## WORK ORDER
Your response should consist of every line below, reproduced without alteration.

(Collected data entries)
____________________

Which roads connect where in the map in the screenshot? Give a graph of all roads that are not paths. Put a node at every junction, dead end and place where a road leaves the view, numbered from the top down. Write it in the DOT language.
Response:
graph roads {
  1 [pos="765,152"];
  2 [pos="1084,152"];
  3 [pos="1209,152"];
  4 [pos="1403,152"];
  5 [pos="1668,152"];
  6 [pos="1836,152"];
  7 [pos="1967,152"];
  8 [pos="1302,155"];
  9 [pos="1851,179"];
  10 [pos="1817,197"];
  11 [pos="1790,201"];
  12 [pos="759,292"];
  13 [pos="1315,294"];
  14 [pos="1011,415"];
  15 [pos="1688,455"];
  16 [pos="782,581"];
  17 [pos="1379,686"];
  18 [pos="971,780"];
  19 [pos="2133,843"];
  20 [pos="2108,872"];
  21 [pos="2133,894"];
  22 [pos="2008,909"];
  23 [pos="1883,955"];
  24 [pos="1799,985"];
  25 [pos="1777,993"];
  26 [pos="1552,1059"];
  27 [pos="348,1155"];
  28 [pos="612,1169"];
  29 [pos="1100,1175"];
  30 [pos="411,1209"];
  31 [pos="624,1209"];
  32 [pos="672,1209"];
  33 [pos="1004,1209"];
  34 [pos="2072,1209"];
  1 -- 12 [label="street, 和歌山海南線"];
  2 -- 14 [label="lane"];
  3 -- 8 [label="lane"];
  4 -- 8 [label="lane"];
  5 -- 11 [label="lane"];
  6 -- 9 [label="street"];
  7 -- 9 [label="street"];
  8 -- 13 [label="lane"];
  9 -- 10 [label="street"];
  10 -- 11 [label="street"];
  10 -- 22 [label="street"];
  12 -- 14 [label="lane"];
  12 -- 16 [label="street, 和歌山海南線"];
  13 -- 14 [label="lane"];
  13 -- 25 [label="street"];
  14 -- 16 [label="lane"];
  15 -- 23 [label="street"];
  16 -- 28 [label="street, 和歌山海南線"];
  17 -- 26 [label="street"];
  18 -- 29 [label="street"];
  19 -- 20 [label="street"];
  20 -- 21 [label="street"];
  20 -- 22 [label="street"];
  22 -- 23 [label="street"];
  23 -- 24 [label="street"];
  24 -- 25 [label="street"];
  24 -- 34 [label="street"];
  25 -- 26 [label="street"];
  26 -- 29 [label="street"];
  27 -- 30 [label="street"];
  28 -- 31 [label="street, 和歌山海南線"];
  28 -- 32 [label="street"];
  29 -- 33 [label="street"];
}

____________________

## RESULT OF THE TASK
Which roads connect where in the map in the screenshot? Give a graph of all roads that are not paths. Put a node at every junction, dead end and place where a road leaves the view, numbered from the top down. Write it in the DOT language.
Response:
graph roads {
  1 [pos="765,152"];
  2 [pos="1084,152"];
  3 [pos="1209,152"];
  4 [pos="1403,152"];
  5 [pos="1668,152"];
  6 [pos="1836,152"];
  7 [pos="1967,152"];
  8 [pos="1302,155"];
  9 [pos="1851,179"];
  10 [pos="1817,197"];
  11 [pos="1790,201"];
  12 [pos="759,292"];
  13 [pos="1315,294"];
  14 [pos="1011,415"];
  15 [pos="1688,455"];
  16 [pos="782,581"];
  17 [pos="1379,686"];
  18 [pos="971,780"];
  19 [pos="2133,843"];
  20 [pos="2108,872"];
  21 [pos="2133,894"];
  22 [pos="2008,909"];
  23 [pos="1883,955"];
  24 [pos="1799,985"];
  25 [pos="1777,993"];
  26 [pos="1552,1059"];
  27 [pos="348,1155"];
  28 [pos="612,1169"];
  29 [pos="1100,1175"];
  30 [pos="411,1209"];
  31 [pos="624,1209"];
  32 [pos="672,1209"];
  33 [pos="1004,1209"];
  34 [pos="2072,1209"];
  1 -- 12 [label="street, 和歌山海南線"];
  2 -- 14 [label="lane"];
  3 -- 8 [label="lane"];
  4 -- 8 [label="lane"];
  5 -- 11 [label="lane"];
  6 -- 9 [label="street"];
  7 -- 9 [label="street"];
  8 -- 13 [label="lane"];
  9 -- 10 [label="street"];
  10 -- 11 [label="street"];
  10 -- 22 [label="street"];
  12 -- 14 [label="lane"];
  12 -- 16 [label="street, 和歌山海南線"];
  13 -- 14 [label="lane"];
  13 -- 25 [label="street"];
  14 -- 16 [label="lane"];
  15 -- 23 [label="street"];
  16 -- 28 [label="street, 和歌山海南線"];
  17 -- 26 [label="street"];
  18 -- 29 [label="street"];
  19 -- 20 [label="street"];
  20 -- 21 [label="street"];
  20 -- 22 [label="street"];
  22 -- 23 [label="street"];
  23 -- 24 [label="street"];
  24 -- 25 [label="street"];
  24 -- 34 [label="street"];
  25 -- 26 [label="street"];
  26 -- 29 [label="street"];
  27 -- 30 [label="street"];
  28 -- 31 [label="street, 和歌山海南線"];
  28 -- 32 [label="street"];
  29 -- 33 [label="street"];
}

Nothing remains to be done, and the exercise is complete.